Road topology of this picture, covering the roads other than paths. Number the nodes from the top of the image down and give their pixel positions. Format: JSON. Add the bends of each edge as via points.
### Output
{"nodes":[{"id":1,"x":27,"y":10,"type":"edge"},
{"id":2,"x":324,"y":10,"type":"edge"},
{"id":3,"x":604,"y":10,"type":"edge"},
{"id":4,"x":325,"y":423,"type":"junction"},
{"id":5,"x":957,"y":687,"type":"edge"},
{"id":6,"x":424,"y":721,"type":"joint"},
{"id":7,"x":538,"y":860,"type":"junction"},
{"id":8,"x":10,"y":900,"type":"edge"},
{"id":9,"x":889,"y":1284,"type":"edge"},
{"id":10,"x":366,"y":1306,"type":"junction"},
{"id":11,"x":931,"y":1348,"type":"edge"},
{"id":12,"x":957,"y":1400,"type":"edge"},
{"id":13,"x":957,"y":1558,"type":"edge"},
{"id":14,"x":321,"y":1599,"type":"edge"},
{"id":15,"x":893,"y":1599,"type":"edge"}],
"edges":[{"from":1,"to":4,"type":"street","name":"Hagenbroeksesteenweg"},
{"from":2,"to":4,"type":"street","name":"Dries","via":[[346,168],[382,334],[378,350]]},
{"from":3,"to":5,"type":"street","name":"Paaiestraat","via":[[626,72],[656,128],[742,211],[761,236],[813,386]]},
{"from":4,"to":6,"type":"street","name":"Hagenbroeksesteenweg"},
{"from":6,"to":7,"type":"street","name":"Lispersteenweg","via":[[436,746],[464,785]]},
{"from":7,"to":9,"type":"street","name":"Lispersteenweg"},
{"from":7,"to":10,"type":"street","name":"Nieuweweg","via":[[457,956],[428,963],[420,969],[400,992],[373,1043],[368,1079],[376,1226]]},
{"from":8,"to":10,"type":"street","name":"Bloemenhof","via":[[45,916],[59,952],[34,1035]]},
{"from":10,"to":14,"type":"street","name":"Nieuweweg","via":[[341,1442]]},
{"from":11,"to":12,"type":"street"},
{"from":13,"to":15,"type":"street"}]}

____________________

About this exercise -> Repeat all of the material above exactly, with no line dropped.

Answer section ->
Road topology of this picture, covering the roads other than paths. Number the nodes from the top of the image down and give their pixel positions. Format: JSON. Add the bends of each edge as via points.
### Output
{"nodes":[{"id":1,"x":27,"y":10,"type":"edge"},
{"id":2,"x":324,"y":10,"type":"edge"},
{"id":3,"x":604,"y":10,"type":"edge"},
{"id":4,"x":325,"y":423,"type":"junction"},
{"id":5,"x":957,"y":687,"type":"edge"},
{"id":6,"x":424,"y":721,"type":"joint"},
{"id":7,"x":538,"y":860,"type":"junction"},
{"id":8,"x":10,"y":900,"type":"edge"},
{"id":9,"x":889,"y":1284,"type":"edge"},
{"id":10,"x":366,"y":1306,"type":"junction"},
{"id":11,"x":931,"y":1348,"type":"edge"},
{"id":12,"x":957,"y":1400,"type":"edge"},
{"id":13,"x":957,"y":1558,"type":"edge"},
{"id":14,"x":321,"y":1599,"type":"edge"},
{"id":15,"x":893,"y":1599,"type":"edge"}],
"edges":[{"from":1,"to":4,"type":"street","name":"Hagenbroeksesteenweg"},
{"from":2,"to":4,"type":"street","name":"Dries","via":[[346,168],[382,334],[378,350]]},
{"from":3,"to":5,"type":"street","name":"Paaiestraat","via":[[626,72],[656,128],[742,211],[761,236],[813,386]]},
{"from":4,"to":6,"type":"street","name":"Hagenbroeksesteenweg"},
{"from":6,"to":7,"type":"street","name":"Lispersteenweg","via":[[436,746],[464,785]]},
{"from":7,"to":9,"type":"street","name":"Lispersteenweg"},
{"from":7,"to":10,"type":"street","name":"Nieuweweg","via":[[457,956],[428,963],[420,969],[400,992],[373,1043],[368,1079],[376,1226]]},
{"from":8,"to":10,"type":"street","name":"Bloemenhof","via":[[45,916],[59,952],[34,1035]]},
{"from":10,"to":14,"type":"street","name":"Nieuweweg","via":[[341,1442]]},
{"from":11,"to":12,"type":"street"},
{"from":13,"to":15,"type":"street"}]}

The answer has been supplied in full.